** THE RECORDS follows **

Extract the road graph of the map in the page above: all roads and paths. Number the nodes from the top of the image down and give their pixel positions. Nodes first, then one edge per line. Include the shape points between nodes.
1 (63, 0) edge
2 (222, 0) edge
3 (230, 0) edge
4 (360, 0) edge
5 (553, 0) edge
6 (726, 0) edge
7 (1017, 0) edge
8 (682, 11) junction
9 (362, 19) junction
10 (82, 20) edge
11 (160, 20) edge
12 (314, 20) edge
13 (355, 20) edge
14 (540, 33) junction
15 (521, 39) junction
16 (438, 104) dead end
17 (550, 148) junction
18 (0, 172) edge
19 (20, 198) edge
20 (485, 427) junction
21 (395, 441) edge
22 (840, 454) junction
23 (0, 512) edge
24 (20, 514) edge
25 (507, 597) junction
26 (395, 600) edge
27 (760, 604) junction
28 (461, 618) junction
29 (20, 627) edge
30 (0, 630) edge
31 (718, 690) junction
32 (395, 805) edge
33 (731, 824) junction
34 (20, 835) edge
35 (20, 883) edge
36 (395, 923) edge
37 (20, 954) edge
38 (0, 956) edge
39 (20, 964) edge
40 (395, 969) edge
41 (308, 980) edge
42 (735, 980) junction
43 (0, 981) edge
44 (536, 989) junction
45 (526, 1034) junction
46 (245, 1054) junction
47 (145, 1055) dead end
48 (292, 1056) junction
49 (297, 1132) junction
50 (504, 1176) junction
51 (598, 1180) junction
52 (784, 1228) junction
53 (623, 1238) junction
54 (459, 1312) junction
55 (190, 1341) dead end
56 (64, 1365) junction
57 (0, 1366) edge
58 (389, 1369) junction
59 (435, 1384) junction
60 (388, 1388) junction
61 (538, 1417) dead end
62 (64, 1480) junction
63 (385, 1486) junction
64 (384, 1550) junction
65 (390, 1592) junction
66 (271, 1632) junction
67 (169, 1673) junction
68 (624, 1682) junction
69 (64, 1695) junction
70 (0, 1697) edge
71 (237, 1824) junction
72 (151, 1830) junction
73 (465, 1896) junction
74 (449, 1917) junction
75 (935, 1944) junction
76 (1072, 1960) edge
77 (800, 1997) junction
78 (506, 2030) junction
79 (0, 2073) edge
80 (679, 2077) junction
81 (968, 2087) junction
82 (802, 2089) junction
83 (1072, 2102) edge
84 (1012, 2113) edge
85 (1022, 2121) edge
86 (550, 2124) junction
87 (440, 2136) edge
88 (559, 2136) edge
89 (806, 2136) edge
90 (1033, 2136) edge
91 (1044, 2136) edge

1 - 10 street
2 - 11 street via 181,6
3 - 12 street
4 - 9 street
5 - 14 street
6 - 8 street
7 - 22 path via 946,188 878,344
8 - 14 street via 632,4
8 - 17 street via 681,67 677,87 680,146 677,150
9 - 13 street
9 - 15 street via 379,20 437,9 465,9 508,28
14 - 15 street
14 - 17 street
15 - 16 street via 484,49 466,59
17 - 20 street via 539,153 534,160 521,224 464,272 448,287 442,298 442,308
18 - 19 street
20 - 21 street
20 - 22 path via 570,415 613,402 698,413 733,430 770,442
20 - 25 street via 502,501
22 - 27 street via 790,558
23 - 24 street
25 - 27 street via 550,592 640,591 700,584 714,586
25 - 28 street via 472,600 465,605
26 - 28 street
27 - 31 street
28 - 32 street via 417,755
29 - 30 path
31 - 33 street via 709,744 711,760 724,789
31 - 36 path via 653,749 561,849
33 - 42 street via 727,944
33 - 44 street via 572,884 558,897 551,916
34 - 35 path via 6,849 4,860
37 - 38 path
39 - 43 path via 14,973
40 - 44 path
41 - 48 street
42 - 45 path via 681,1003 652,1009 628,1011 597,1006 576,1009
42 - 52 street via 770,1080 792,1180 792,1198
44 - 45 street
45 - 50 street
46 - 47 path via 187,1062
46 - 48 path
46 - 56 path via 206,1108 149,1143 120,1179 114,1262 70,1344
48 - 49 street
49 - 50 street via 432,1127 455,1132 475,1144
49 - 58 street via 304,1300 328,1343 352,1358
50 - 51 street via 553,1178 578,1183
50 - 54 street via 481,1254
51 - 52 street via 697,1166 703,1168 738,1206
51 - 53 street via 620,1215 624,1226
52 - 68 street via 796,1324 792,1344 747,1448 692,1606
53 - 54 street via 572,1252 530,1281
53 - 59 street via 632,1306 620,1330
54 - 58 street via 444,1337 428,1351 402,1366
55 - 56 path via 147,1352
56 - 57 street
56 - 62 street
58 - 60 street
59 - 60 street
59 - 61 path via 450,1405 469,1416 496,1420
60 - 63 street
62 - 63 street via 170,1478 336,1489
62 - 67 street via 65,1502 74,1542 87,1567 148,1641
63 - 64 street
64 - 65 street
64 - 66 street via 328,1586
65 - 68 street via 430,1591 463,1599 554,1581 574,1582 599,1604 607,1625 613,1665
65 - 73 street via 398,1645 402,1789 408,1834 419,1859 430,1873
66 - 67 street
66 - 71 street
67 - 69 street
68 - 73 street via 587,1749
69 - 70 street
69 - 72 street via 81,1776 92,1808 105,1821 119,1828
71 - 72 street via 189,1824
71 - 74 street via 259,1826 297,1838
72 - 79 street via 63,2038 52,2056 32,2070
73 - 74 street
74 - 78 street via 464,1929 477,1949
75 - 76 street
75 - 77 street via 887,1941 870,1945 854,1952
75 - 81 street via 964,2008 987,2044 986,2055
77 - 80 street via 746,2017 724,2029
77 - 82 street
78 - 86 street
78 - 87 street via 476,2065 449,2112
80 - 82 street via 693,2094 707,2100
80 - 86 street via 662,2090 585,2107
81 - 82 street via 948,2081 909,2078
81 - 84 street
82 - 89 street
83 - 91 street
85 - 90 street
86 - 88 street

** End of THE RECORDS **

PROBLEM DESCRIPTION
Would it be possible to set down the full listing again, character for character?

EXERCISE ANSWER
Extract the road graph of the map in the page above: all roads and paths. Number the nodes from the top of the image down and give their pixel positions. Nodes first, then one edge per line. Include the shape points between nodes.
1 (63, 0) edge
2 (222, 0) edge
3 (230, 0) edge
4 (360, 0) edge
5 (553, 0) edge
6 (726, 0) edge
7 (1017, 0) edge
8 (682, 11) junction
9 (362, 19) junction
10 (82, 20) edge
11 (160, 20) edge
12 (314, 20) edge
13 (355, 20) edge
14 (540, 33) junction
15 (521, 39) junction
16 (438, 104) dead end
17 (550, 148) junction
18 (0, 172) edge
19 (20, 198) edge
20 (485, 427) junction
21 (395, 441) edge
22 (840, 454) junction
23 (0, 512) edge
24 (20, 514) edge
25 (507, 597) junction
26 (395, 600) edge
27 (760, 604) junction
28 (461, 618) junction
29 (20, 627) edge
30 (0, 630) edge
31 (718, 690) junction
32 (395, 805) edge
33 (731, 824) junction
34 (20, 835) edge
35 (20, 883) edge
36 (395, 923) edge
37 (20, 954) edge
38 (0, 956) edge
39 (20, 964) edge
40 (395, 969) edge
41 (308, 980) edge
42 (735, 980) junction
43 (0, 981) edge
44 (536, 989) junction
45 (526, 1034) junction
46 (245, 1054) junction
47 (145, 1055) dead end
48 (292, 1056) junction
49 (297, 1132) junction
50 (504, 1176) junction
51 (598, 1180) junction
52 (784, 1228) junction
53 (623, 1238) junction
54 (459, 1312) junction
55 (190, 1341) dead end
56 (64, 1365) junction
57 (0, 1366) edge
58 (389, 1369) junction
59 (435, 1384) junction
60 (388, 1388) junction
61 (538, 1417) dead end
62 (64, 1480) junction
63 (385, 1486) junction
64 (384, 1550) junction
65 (390, 1592) junction
66 (271, 1632) junction
67 (169, 1673) junction
68 (624, 1682) junction
69 (64, 1695) junction
70 (0, 1697) edge
71 (237, 1824) junction
72 (151, 1830) junction
73 (465, 1896) junction
74 (449, 1917) junction
75 (935, 1944) junction
76 (1072, 1960) edge
77 (800, 1997) junction
78 (506, 2030) junction
79 (0, 2073) edge
80 (679, 2077) junction
81 (968, 2087) junction
82 (802, 2089) junction
83 (1072, 2102) edge
84 (1012, 2113) edge
85 (1022, 2121) edge
86 (550, 2124) junction
87 (440, 2136) edge
88 (559, 2136) edge
89 (806, 2136) edge
90 (1033, 2136) edge
91 (1044, 2136) edge

1 - 10 street
2 - 11 street via 181,6
3 - 12 street
4 - 9 street
5 - 14 street
6 - 8 street
7 - 22 path via 946,188 878,344
8 - 14 street via 632,4
8 - 17 street via 681,67 677,87 680,146 677,150
9 - 13 street
9 - 15 street via 379,20 437,9 465,9 508,28
14 - 15 street
14 - 17 street
15 - 16 street via 484,49 466,59
17 - 20 street via 539,153 534,160 521,224 464,272 448,287 442,298 442,308
18 - 19 street
20 - 21 street
20 - 22 path via 570,415 613,402 698,413 733,430 770,442
20 - 25 street via 502,501
22 - 27 street via 790,558
23 - 24 street
25 - 27 street via 550,592 640,591 700,584 714,586
25 - 28 street via 472,600 465,605
26 - 28 street
27 - 31 street
28 - 32 street via 417,755
29 - 30 path
31 - 33 street via 709,744 711,760 724,789
31 - 36 path via 653,749 561,849
33 - 42 street via 727,944
33 - 44 street via 572,884 558,897 551,916
34 - 35 path via 6,849 4,860
37 - 38 path
39 - 43 path via 14,973
40 - 44 path
41 - 48 street
42 - 45 path via 681,1003 652,1009 628,1011 597,1006 576,1009
42 - 52 street via 770,1080 792,1180 792,1198
44 - 45 street
45 - 50 street
46 - 47 path via 187,1062
46 - 48 path
46 - 56 path via 206,1108 149,1143 120,1179 114,1262 70,1344
48 - 49 street
49 - 50 street via 432,1127 455,1132 475,1144
49 - 58 street via 304,1300 328,1343 352,1358
50 - 51 street via 553,1178 578,1183
50 - 54 street via 481,1254
51 - 52 street via 697,1166 703,1168 738,1206
51 - 53 street via 620,1215 624,1226
52 - 68 street via 796,1324 792,1344 747,1448 692,1606
53 - 54 street via 572,1252 530,1281
53 - 59 street via 632,1306 620,1330
54 - 58 street via 444,1337 428,1351 402,1366
55 - 56 path via 147,1352
56 - 57 street
56 - 62 street
58 - 60 street
59 - 60 street
59 - 61 path via 450,1405 469,1416 496,1420
60 - 63 street
62 - 63 street via 170,1478 336,1489
62 - 67 street via 65,1502 74,1542 87,1567 148,1641
63 - 64 street
64 - 65 street
64 - 66 street via 328,1586
65 - 68 street via 430,1591 463,1599 554,1581 574,1582 599,1604 607,1625 613,1665
65 - 73 street via 398,1645 402,1789 408,1834 419,1859 430,1873
66 - 67 street
66 - 71 street
67 - 69 street
68 - 73 street via 587,1749
69 - 70 street
69 - 72 street via 81,1776 92,1808 105,1821 119,1828
71 - 72 street via 189,1824
71 - 74 street via 259,1826 297,1838
72 - 79 street via 63,2038 52,2056 32,2070
73 - 74 street
74 - 78 street via 464,1929 477,1949
75 - 76 street
75 - 77 street via 887,1941 870,1945 854,1952
75 - 81 street via 964,2008 987,2044 986,2055
77 - 80 street via 746,2017 724,2029
77 - 82 street
78 - 86 street
78 - 87 street via 476,2065 449,2112
80 - 82 street via 693,2094 707,2100
80 - 86 street via 662,2090 585,2107
81 - 82 street via 948,2081 909,2078
81 - 84 street
82 - 89 street
83 - 91 street
85 - 90 street
86 - 88 street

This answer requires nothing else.